Ce qui m’intéresse particulièrement dans cette manière de travailler, c’est que l’outil proposé par Google, nous en avons un usage pédagogique qui a un véritable intérêt. Nous aboutissons à des corrections communes qui sont finalement un peu comme le célèbre “livre du prof” où tout est corrigé. Mais c’est notre travail, nos mises au net, notre mémoire commune. Je ne fais rien de plus que ce que j’ai pu faire avant d’utiliser l’outil, mais le travail réalisé acquiert un statut nouveau et j’y vois une plus-value en terme de qualité. Ce n’est pas un simple verni ‘numérique’, ce n’est pas seulement une utilisation de ressources. C’est une création (très humble) à laquelle, par la suite, nous nous référons, que nous exploitons à nouveau.
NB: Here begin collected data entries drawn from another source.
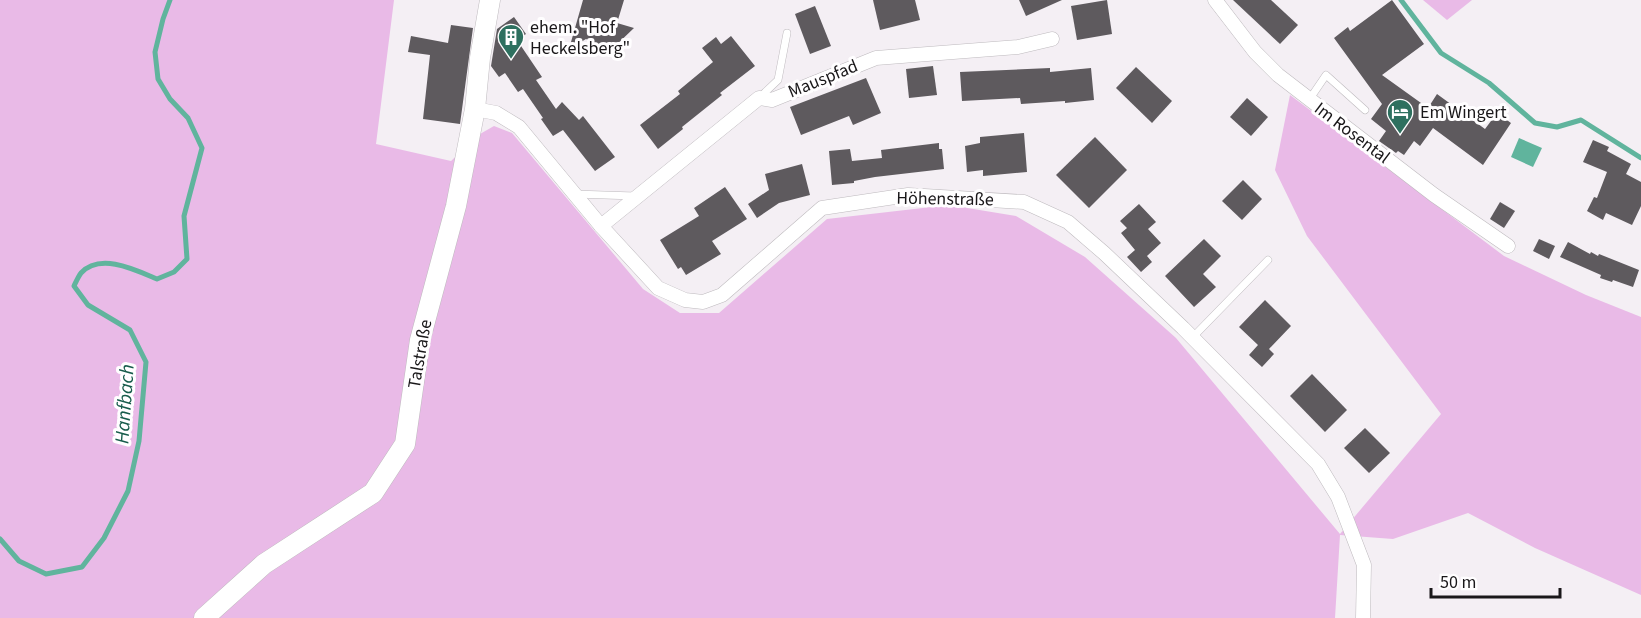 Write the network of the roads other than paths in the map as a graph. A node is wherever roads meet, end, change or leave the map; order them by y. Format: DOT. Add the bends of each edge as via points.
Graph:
graph roads {
  1 [pos="490,0"];
  2 [pos="1215,0"];
  3 [pos="787,33"];
  4 [pos="1052,39"];
  5 [pos="759,98"];
  6 [pos="1309,100"];
  7 [pos="475,109"];
  8 [pos="1365,110"];
  9 [pos="574,194"];
  10 [pos="638,196"];
  11 [pos="601,226"];
  12 [pos="1508,246"];
  13 [pos="1268,260"];
  14 [pos="1192,338"];
  15 [pos="204,618"];
  16 [pos="1362,618"];
  1 -- 7 [label="main road, Talstraße"];
  2 -- 6 [label="street, Im Rosental" via="1261,59"];
  3 -- 5 [label="lane" via="778,80"];
  4 -- 5 [label="street, Mauspfad" via="1018,47 876,57 772,100"];
  5 -- 10 [label="street"];
  6 -- 8 [label="lane" via="1326,75"];
  6 -- 12 [label="street, Im Rosental"];
  7 -- 9 [label="street, Höhenstraße" via="496,113 519,128"];
  7 -- 15 [label="main road, Talstraße" via="456,206 420,340 405,444 373,492 264,564"];
  9 -- 10 [label="lane"];
  9 -- 11 [label="street, Höhenstraße"];
  10 -- 11 [label="street"];
  11 -- 14 [label="street, Höhenstraße" via="658,288 685,300 703,302 722,295 822,208 908,195 1024,202 1068,222"];
  13 -- 14 [label="lane"];
  14 -- 16 [label="street, Höhenstraße" via="1318,464 1338,497 1364,565"];
}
Si je parvenais à le faire assez régulièrement, nous pourrions même imaginer avoir un “cahier commun de la classe” qui serait dans le « cloud » la somme de toutes les contributions de chacun, un cahier rédigé par tous disponible partout !
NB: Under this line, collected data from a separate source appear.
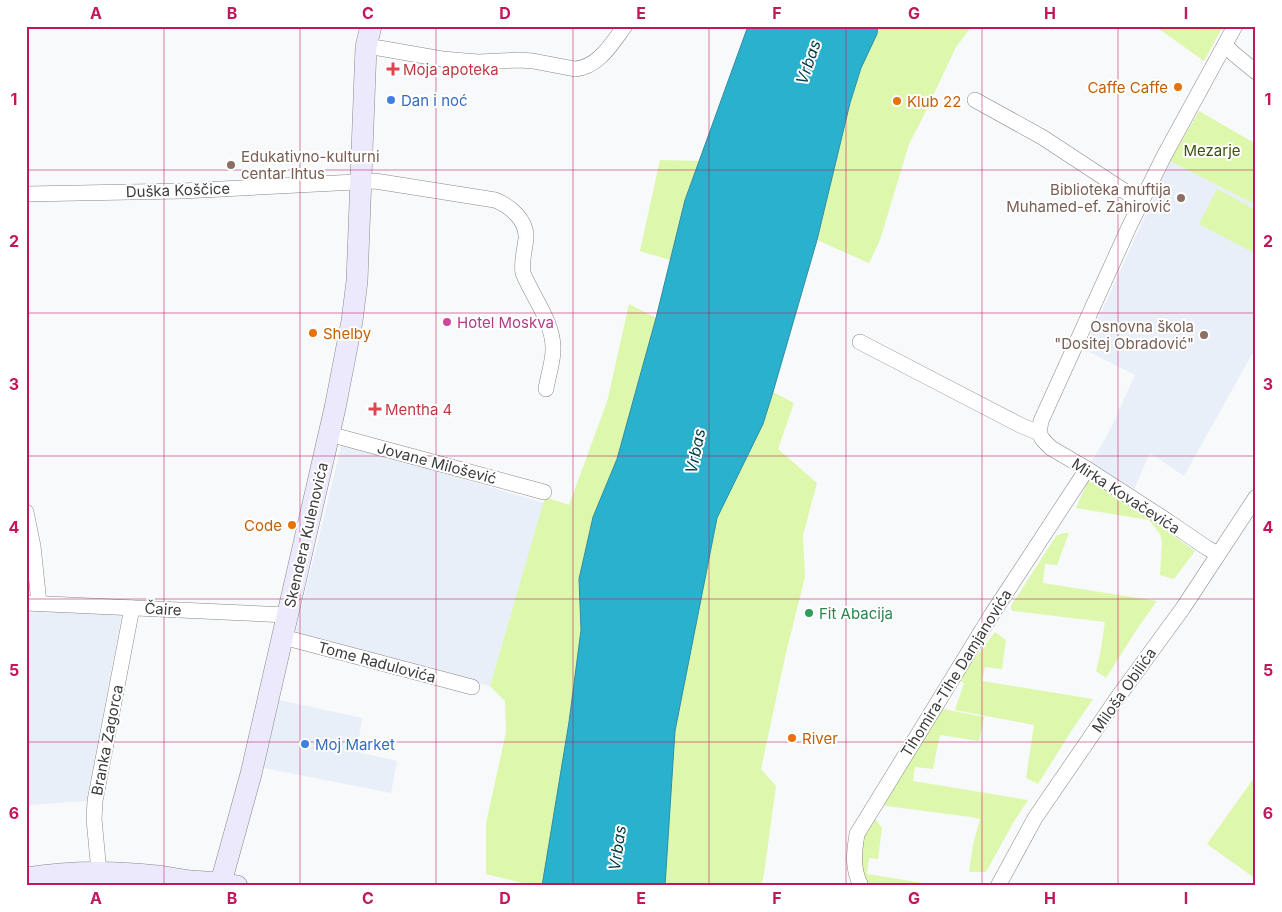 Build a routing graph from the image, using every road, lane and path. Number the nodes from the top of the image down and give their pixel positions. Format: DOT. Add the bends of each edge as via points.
graph roads {
  1 [pos="625,26"];
  2 [pos="1235,26"];
  3 [pos="367,35"];
  4 [pos="1225,45"];
  5 [pos="1256,72"];
  6 [pos="975,100"];
  7 [pos="360,182"];
  8 [pos="26,194"];
  9 [pos="1141,202"];
  10 [pos="860,342"];
  11 [pos="546,388"];
  12 [pos="1039,432"];
  13 [pos="329,434"];
  14 [pos="1087,470"];
  15 [pos="544,492"];
  16 [pos="1253,508"];
  17 [pos="26,512"];
  18 [pos="1218,554"];
  19 [pos="33,603"];
  20 [pos="132,608"];
  21 [pos="288,615"];
  22 [pos="282,637"];
  23 [pos="472,687"];
  24 [pos="99,872"];
  25 [pos="26,878"];
  26 [pos="226,885"];
  27 [pos="861,886"];
  28 [pos="998,886"];
  1 -- 3 [label="street" via="602,55 585,67 575,69 533,61 442,59 379,48"];
  2 -- 4 [label="street"];
  3 -- 7 [label="main road, Skendera Kulenovića"];
  4 -- 5 [label="street"];
  4 -- 9 [label="street"];
  6 -- 9 [label="street" via="1042,137"];
  7 -- 8 [label="street, Duška Koščice" via="182,191"];
  7 -- 11 [label="street" via="375,181 495,200 516,214 523,222 526,235 523,273 552,336 553,351"];
  7 -- 13 [label="main road, Skendera Kulenovića" via="354,305"];
  9 -- 12 [label="street" via="1041,421"];
  10 -- 12 [label="street, Mirka Kovačevića"];
  12 -- 14 [label="street, Mirka Kovačevića" via="1051,448"];
  13 -- 15 [label="street, Jovane Milošević"];
  13 -- 21 [label="main road, Skendera Kulenovića"];
  14 -- 18 [label="street, Mirka Kovačevića"];
  14 -- 27 [label="street, Tihomira-Tihe Damjanovića" via="992,614 857,834 854,865"];
  16 -- 18 [label="street, Miloša Obilića"];
  17 -- 19 [label="street, Čaire" via="34,546"];
  18 -- 28 [label="street, Miloša Obilića" via="1185,606 1035,818"];
  19 -- 20 [label="street, Čaire"];
  20 -- 21 [label="street, Čaire"];
  20 -- 24 [label="street, Branka Zagorca" via="95,801"];
  21 -- 22 [label="main road, Skendera Kulenovića"];
  22 -- 23 [label="street, Tome Radulovića"];
  22 -- 26 [label="main road, Skendera Kulenovića"];
  24 -- 25 [label="main road"];
  24 -- 26 [label="main road"];
}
L’aspect “communautaire” m’intéresse également beaucoup. Cela fédère la classe et donne à chacun un rôle à jouer à la hauteur de ses capacités. On entre dans un jeu de partage, de correction commune – la qualité du travail provient de l’implication de chacun et je ne suis qu’un “guide” dans la mise en place. Les élèves en sont les premiers rédacteurs. Et puis entre autres intérêts, parlons de la gestion de la diversité en classe. Ces ressources permettent de donner facilement le travail à celui qui est absent, à construire un PAI pour celui qui ne parvient pas à tout noter, à laisser libre champ à celui qui voudrait écrire ou faire plus. Les possibilités sont nombreuses !
Vous avez assisté au Forum 2013 à Nantes : quelles sont vos motivations pour participer au Forum 2014 ?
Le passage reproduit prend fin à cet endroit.